Ruby tête haute

En 1963, l’Américain Norman Rockwell (cf. son musée non loin de chez nous, dans le Massachusetts), peint cette oeuvre dans laquelle il dénonce la ségrégation raciale. Son titre The problem we all live with (Le problème avec lequel nous vivons tous) évoque l’implication de l’artiste dans Le Mouvement des Droits Civiques.
À l’occasion des 50 ans de la marche escortée de Ruby Bridges évoquée dans ce tableau, Barak Obama avait demandé que l’oeuvre soit prêtée à la Maison Blanche. C’est donc une oeuvre hautement symbolique de laquelle Irène Cohen-Janca et Marc Daniau s’inspirent dans leur grand album Ruby, tête haute. Une inspiration nécessaire pour continuer à en parler, pour ne jamais oublier et transmettre aux jeunes une matière première conduisant à la réflexion.

C’est une très belle performance que de s’appuyer sur cette oeuvre digne en effet d’une illustration puisqu’elle raconte en elle-même beaucoup de choses: on y observe la jeune Ruby Bridges, petite fille à la peau noire, marchant, escortée de quatre policiers. Le peintre nous place du point de vue des passants dans la rue. Nous faisons peut-être partie de ceux qui se révoltent ou au contraire de ceux qui encouragent l’entrée en classe d’une « noire » dans l’école des blancs.
Bien coiffée, tenant dans sa main cahiers et crayons, adorable dans sa petite robe blanche immaculée, Ruby Bridges, prend la direction de l’école, peu rassurée sans doute. On sent dans son corps un peu raide, le courage qui l’anime et dont elle aura besoin pour affronter l’avenir. Elle est prête à obéir, comme sa mère le lui a recommandé. Sur le mur, la trace rouge sang d’une tomate qu’un opposant a dû lancer. On distingue aussi les trois lettres KKK et  l’insulte NIGGER, clairement inscrite sur le mur.

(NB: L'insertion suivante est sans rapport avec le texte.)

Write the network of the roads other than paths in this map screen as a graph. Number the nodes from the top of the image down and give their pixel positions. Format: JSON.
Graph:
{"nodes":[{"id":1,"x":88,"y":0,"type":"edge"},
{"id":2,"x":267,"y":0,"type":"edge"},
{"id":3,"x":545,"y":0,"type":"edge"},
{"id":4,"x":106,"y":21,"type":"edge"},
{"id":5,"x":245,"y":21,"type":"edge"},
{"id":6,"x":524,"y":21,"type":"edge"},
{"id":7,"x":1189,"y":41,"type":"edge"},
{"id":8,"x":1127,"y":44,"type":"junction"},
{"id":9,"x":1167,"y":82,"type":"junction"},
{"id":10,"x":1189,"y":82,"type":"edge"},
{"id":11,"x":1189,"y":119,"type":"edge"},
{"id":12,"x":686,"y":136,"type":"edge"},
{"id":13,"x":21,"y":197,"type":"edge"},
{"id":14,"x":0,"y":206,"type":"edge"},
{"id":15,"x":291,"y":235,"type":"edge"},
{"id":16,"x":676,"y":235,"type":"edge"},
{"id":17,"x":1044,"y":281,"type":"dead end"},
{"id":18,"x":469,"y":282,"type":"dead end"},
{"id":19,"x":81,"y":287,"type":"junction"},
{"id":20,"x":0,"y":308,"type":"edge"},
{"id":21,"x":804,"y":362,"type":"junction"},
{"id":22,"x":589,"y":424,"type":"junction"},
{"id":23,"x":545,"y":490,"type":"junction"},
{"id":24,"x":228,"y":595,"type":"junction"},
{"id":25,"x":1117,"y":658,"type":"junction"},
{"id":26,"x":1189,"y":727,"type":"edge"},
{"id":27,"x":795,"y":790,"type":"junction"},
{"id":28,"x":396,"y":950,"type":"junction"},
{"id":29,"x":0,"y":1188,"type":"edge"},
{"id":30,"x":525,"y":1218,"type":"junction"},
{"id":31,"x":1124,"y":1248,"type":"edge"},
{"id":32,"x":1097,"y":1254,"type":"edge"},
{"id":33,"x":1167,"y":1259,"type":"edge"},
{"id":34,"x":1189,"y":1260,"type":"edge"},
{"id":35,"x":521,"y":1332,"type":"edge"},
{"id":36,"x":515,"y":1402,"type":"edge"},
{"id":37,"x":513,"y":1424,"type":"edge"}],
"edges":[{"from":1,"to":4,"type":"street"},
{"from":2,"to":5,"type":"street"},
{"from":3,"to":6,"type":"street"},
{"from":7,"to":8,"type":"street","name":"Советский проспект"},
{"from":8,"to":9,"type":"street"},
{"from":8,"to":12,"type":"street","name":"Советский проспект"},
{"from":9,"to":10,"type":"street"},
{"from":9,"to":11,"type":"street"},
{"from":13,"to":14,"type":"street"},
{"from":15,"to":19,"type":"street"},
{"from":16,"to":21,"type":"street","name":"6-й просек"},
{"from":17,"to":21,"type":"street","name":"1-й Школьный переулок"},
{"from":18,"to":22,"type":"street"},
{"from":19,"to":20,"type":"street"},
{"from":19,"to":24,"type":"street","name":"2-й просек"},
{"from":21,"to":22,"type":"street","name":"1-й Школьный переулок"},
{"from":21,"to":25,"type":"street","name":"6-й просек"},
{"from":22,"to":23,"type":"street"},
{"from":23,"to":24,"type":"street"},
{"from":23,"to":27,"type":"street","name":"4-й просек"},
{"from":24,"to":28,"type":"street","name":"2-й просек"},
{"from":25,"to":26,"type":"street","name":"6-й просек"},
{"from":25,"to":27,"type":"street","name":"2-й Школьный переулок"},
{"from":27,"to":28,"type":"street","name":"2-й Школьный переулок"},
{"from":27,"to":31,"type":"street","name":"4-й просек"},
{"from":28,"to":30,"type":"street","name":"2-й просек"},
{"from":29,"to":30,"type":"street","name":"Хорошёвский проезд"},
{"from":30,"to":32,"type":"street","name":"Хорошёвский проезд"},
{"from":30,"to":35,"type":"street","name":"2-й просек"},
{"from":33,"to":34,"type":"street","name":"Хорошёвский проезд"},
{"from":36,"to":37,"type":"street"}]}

À partir de cette oeuvre, Irène Cohen-Janca déroule un texte autobiographique, donnant la parole à Ruby elle-même. Il est beau ce texte et très clair sur l’état d’esprit de chaque protagoniste. Un père qui n’a plus guère d’espoir sur la déségrégation, une mère qui croit en l’éducation, et une enseignante merveilleuse qui imperturbable lui fera la classe seule à seule la première année, les parents blancs refusant de « mélanger » leurs enfants à Ruby.
L’auteure donne une place importante au rôle des femmes et place le rôle de l’école au coeur de la société puisque l’histoire de Ruby est racontée à des enfants qui sont en classe, aujourd’hui . La petite Nora à qui l’enseignante demande si tableau de Rockwell ne  lui inspire pas quelque chose,  répond : « si, madame, mais je n’arrive pas à le dire ».

Sans jugement ni moralisation, simplement en donnant les points de vue de chacun, l’auteure réussit clairement, par la voix de Ruby elle-même, à raconter cette histoire, qui est bien plus qu’une anecdote, un moment clef de l’histoire du peuple noir d’Amérique. Très touchant est le regard de Ruby avec le recul. Beaucoup de choses lui échapait quand les évènements se sont déroulés. Elle ne vivait que dans la communauté noire, protégée des siens, et même si elle savait sans doute ce qu’était la ségrégation, Ruby se retrouvait cette fois confrontée directement à la haine d’une foule, à ses moqueries, ses gestes qu’elle ne comprenait pas du haut de ses six ans. devant cette foule de « cirque », quel courage, quelle leçon de vie!
Le texte évoque aussi  les conséquences de cet acte courageux soutenu par la maman: perte de travail du père, les cauchemars de Ruby, son isolement. Il se termine de façon positive avec cette phrase qui me semble fort intéressante pour évoquer  la ségrégation aux enfants de façon non factuelle. Tout ça change au fil des jours, mais personne ne peut plus dire à cause de la couleur de peau : « Le problème, c’est moi. »

Pour terminer, un mot sur l’illustrateur, Marc Daniau (l’illustrateur de Tous à poil). Au delà de son magnifique travail pictural dans ce grand album à la facture classique, j’ai beaucoup apprécié la diversité de ses illustrations :  couleurs vives , cadrages, choix des représentations qui n’alourdissent jamais le texte, bien au contraire, ainsi que l’expressivité des mises en scène qui servent l’émotion de la page.

Oui, Ruby, tu peux avoir tête haute, et être fière! On continuera à se battre pour toi. Nora porte maintenant ton histoire.

Un indispensable, aux Éditions des Éléphants, en association avec Amnesty international.